EP by Within Temptation
- Released: 27 September (worldwide); 1 October (North America); 23 October (Japan);
- Recorded: July 2013
- Genre: Symphonic metal
- Length: 21:09
- Label: Sony BMG; Nuclear Blast;
- Producer: Daniel Gibson

Within Temptation EPs chronology
| The Howling (2007) | Paradise (What About Us?) (2013) |  |

Within Temptation singles chronology
| "Shot in the Dark" (2011) | "Paradise (What About Us?)" (2013) | "Dangerous" (2013) |

= Paradise (What About Us?) =

Single and EP by Within Temptation

"Paradise (What About Us?)" and Paradise (What About Us?) are, respectively, a single and studio EP by Dutch symphonic metal band Within Temptation from their sixth studio album Hydra.

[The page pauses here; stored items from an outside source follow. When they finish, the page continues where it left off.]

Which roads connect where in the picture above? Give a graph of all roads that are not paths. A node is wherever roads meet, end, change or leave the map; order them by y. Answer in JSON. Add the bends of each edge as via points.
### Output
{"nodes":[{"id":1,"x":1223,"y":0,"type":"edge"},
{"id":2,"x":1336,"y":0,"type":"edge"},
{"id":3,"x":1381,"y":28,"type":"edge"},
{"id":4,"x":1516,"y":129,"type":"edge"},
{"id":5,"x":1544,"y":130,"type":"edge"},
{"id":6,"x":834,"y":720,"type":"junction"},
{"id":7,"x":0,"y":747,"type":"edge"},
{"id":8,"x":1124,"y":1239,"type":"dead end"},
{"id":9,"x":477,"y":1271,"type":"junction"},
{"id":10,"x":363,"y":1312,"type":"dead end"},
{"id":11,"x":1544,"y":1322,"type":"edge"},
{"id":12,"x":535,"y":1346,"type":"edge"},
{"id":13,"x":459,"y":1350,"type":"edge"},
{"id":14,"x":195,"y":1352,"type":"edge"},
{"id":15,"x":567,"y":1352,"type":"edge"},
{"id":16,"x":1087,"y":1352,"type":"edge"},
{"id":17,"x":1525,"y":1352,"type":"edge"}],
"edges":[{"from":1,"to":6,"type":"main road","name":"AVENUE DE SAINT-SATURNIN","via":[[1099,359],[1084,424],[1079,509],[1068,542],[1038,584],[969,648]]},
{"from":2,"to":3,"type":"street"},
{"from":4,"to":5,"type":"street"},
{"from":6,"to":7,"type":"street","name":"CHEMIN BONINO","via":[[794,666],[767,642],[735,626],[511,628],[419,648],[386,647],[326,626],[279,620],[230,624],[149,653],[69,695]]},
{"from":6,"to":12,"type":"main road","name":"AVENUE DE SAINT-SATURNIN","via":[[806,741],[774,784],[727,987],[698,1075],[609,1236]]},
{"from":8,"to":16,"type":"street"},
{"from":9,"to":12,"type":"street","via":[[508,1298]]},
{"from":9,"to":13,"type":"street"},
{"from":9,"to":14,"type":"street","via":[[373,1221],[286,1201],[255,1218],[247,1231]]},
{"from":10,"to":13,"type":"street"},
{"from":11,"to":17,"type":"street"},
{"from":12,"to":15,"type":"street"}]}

The EP was released on 27 September 2013 with three songs from the upcoming album in their demo versions and also accompanying a music video. The song features former Nightwish singer Tarja Turunen. Beside its digital release, the EP was also released as a physical CD in Japan. A new mix of the song was later released in Turunen's album The Brightest Void.

==Background==
At the end of May 2013, the band started the process of finalization of the song vocal lines. Next month, the band went on to record the first music video for the new album. On 12 July 2013, the band released a teaser trailer of the upcoming music video, but without any names revealed. Next month, the band announced the title of the lead single, in which was called "Paradise (What About Us?)", also uploading a teaser trailer revealing some of the song lyrics and a guitar solo in anticipation for the release. During the recording process of the song, the band came to a point of confusion in which they couldn't decide how to mix it, so the song was sent to several different mixers for the band's to choose the better one. They wanted a mix that was "pumping, heavy, big and melancholic" at the same time, and to make sure that nothing was left missing on the song. According to lead vocalist Sharon den Adel, the early idea was to put "a swingy dance beat with rap in all verses" but the band disliked the result because it led to a place "a bit too much out of our comfort zone", and then they led it to a well-known territory, transforming the song into a "big symphonic, and heavy guitar cranking song."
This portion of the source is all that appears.